Giovanni Rao è stato condannato in via definitiva a sette anni e otto mesi di carcere per l’estorsione allo chef Natale Giunta del 2012. Adesso il collaboratore di giustizia Alfredo Geraci ha rimesso tutto in discussione.
La seconda sezione della Corte d’appello di Caltanissetta, presieduta da Maria Carmela Giannazzo, ritenendo ammissibile l’istanza di revisione proposta dagli avvocati Giovanni Castronovo e Raffaele Bomsignore, ha riaperto il processo a carico del Rao, già condannato in via definitiva per aver posto in essere l’estorsione, in concorso con altri, nei confronti dello chef.
Nel corso della prossima udienza, che si terrà il 25 maggio, sarà sentito in aula il collaboratore di giustizia Alfredo Geraci. Quest’ultimo, nell’ambito di un altro processo, ha sostenuto che Rao è stato vittima di un errore giudiziario, avendo subìto una condanna pur essendo innocente, visto che a commettere il reato sarebbe stato un altro soggetto.

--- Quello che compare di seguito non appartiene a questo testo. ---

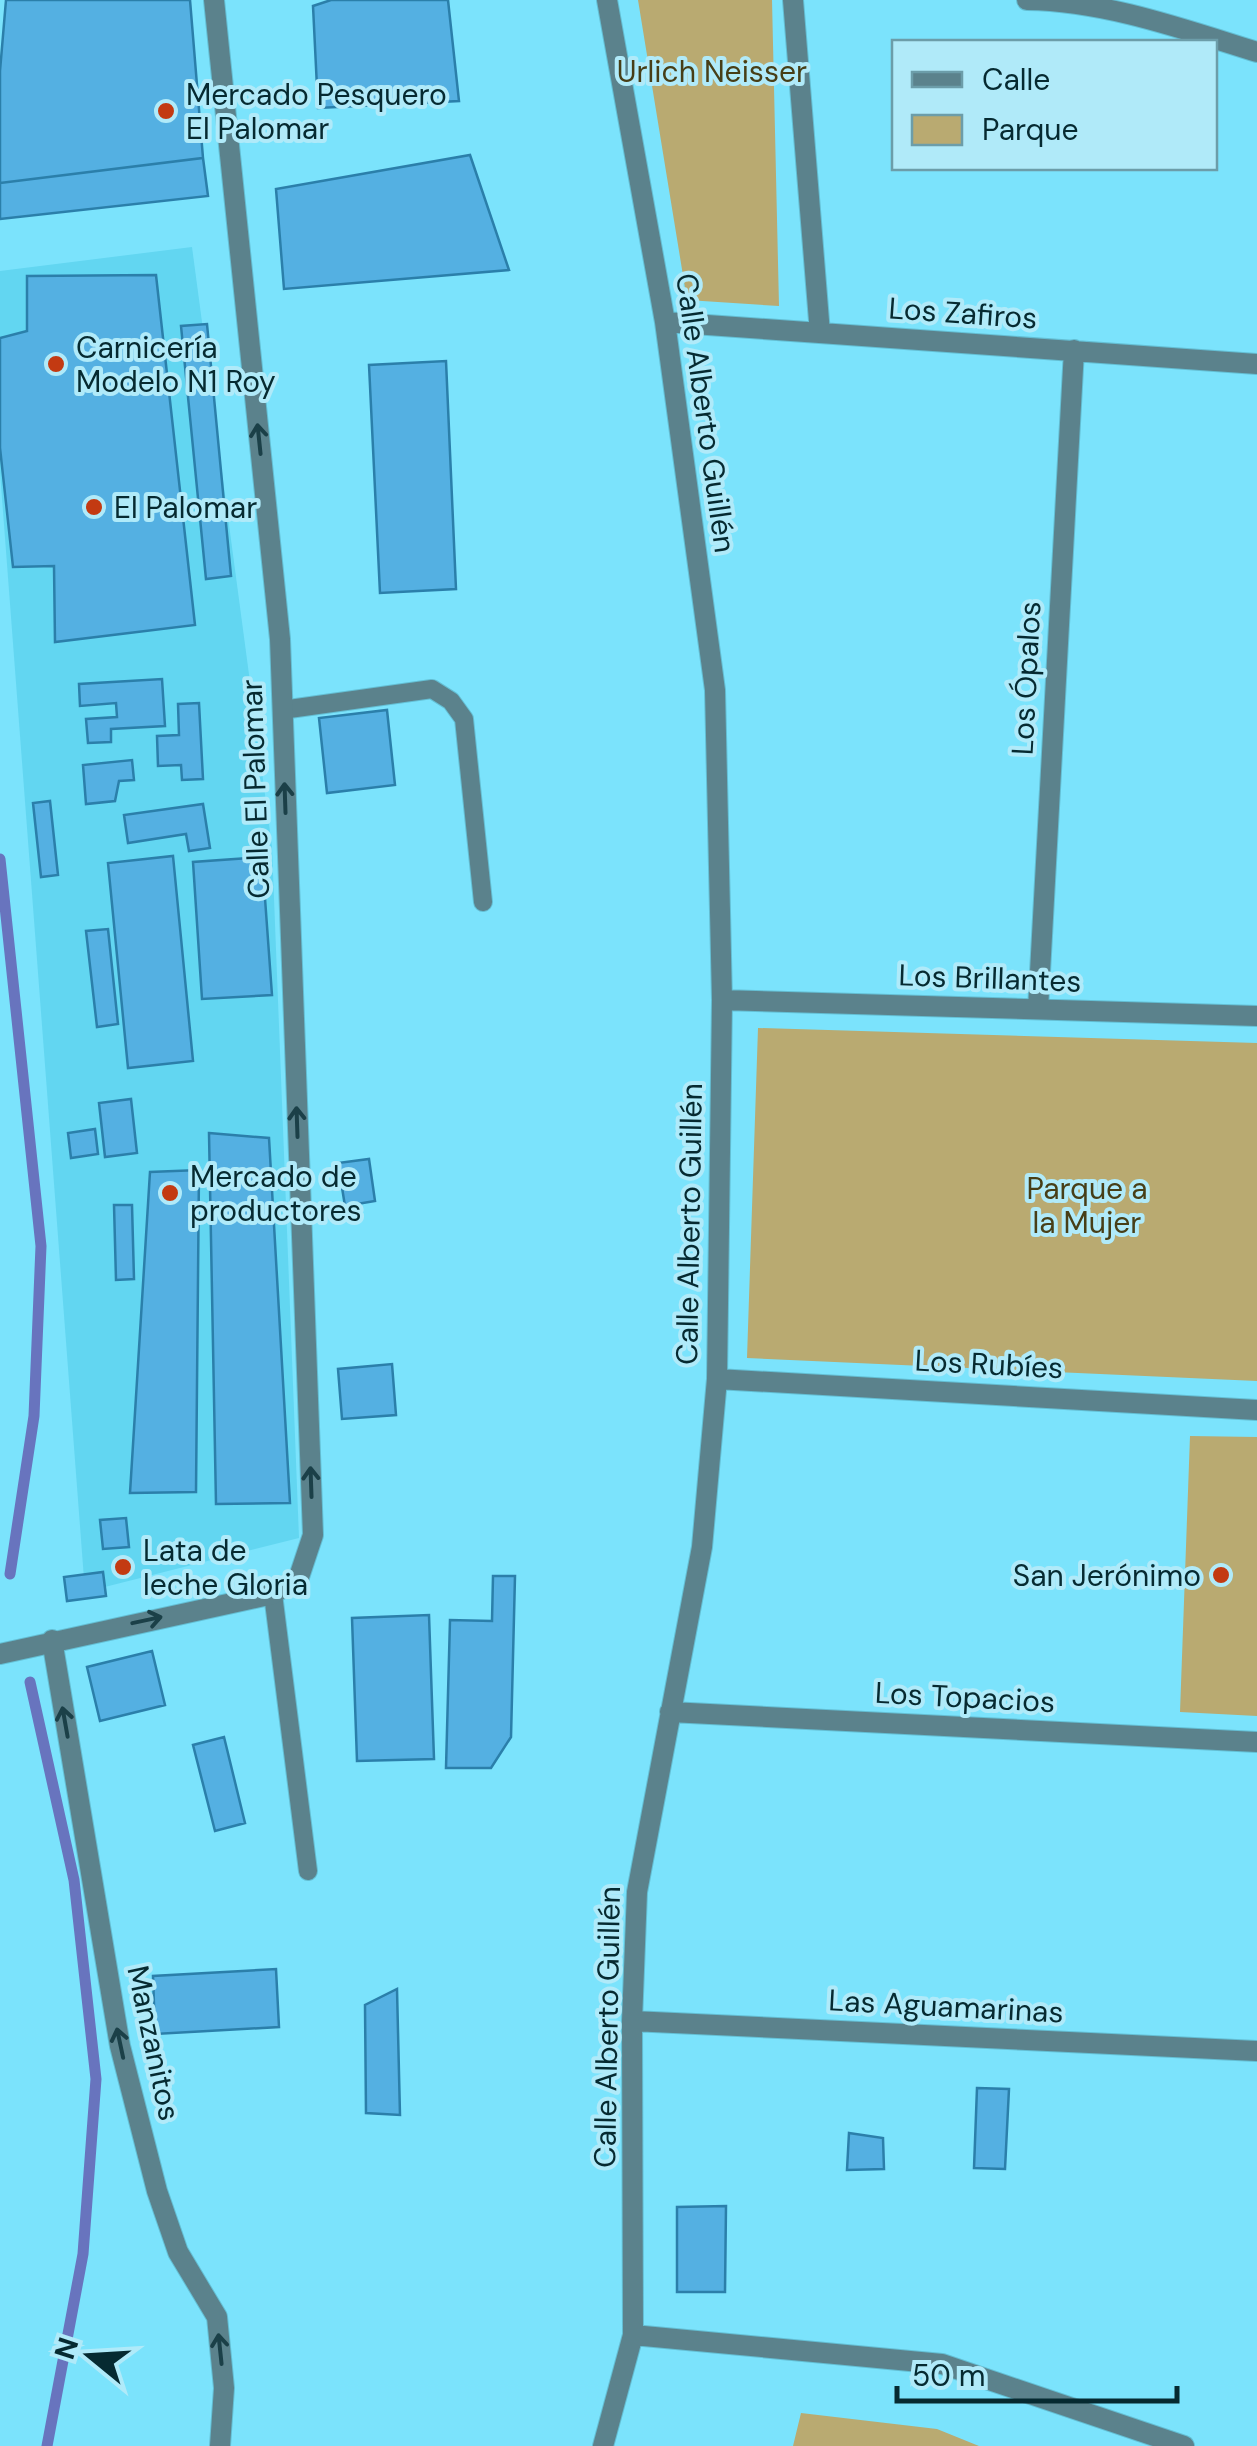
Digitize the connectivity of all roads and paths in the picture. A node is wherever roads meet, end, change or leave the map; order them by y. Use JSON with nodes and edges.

Secondo Geraci, Giunta quando ha indicato Rao si sarebbe sbagliato. Tutto è partito dalle indagini difensive degli avvocati Castronovo e Bonsignore che avevano trovato in una chat una discussione in cui Geraci, parlando con un nipote del protagonista di questa storia, a sua volta imputato in un processo per droga, gli aveva detto di essere certo che lo zio era innocente.
Un’affermazione che ha ripetuto rispondendo a una precisa domanda dei legali. Il collaboratore di giustizia ha dichiarato che l‘esattore del racket additato da Giunta non era Rao e che i sette anni e otto mesi erano una condanna ingiusta. «Sì, l’ho detto e lo ribadisco, infatti come dico chi è colpevole dico pure chi è innocente, basta l’ho detto, è innocente – aveva spiegato Geraci -. Si è fatto 6 anni ingiustamente e ho detto pure chi è che era al posto di lui, che l’hanno scambiato…». Quindi, a diversi anni dalla sentenza della Cassazione, i difensori di Rao hanno ottenuto che il prossimo 25 maggio il collaboratore di giustizia sia sentito in aula.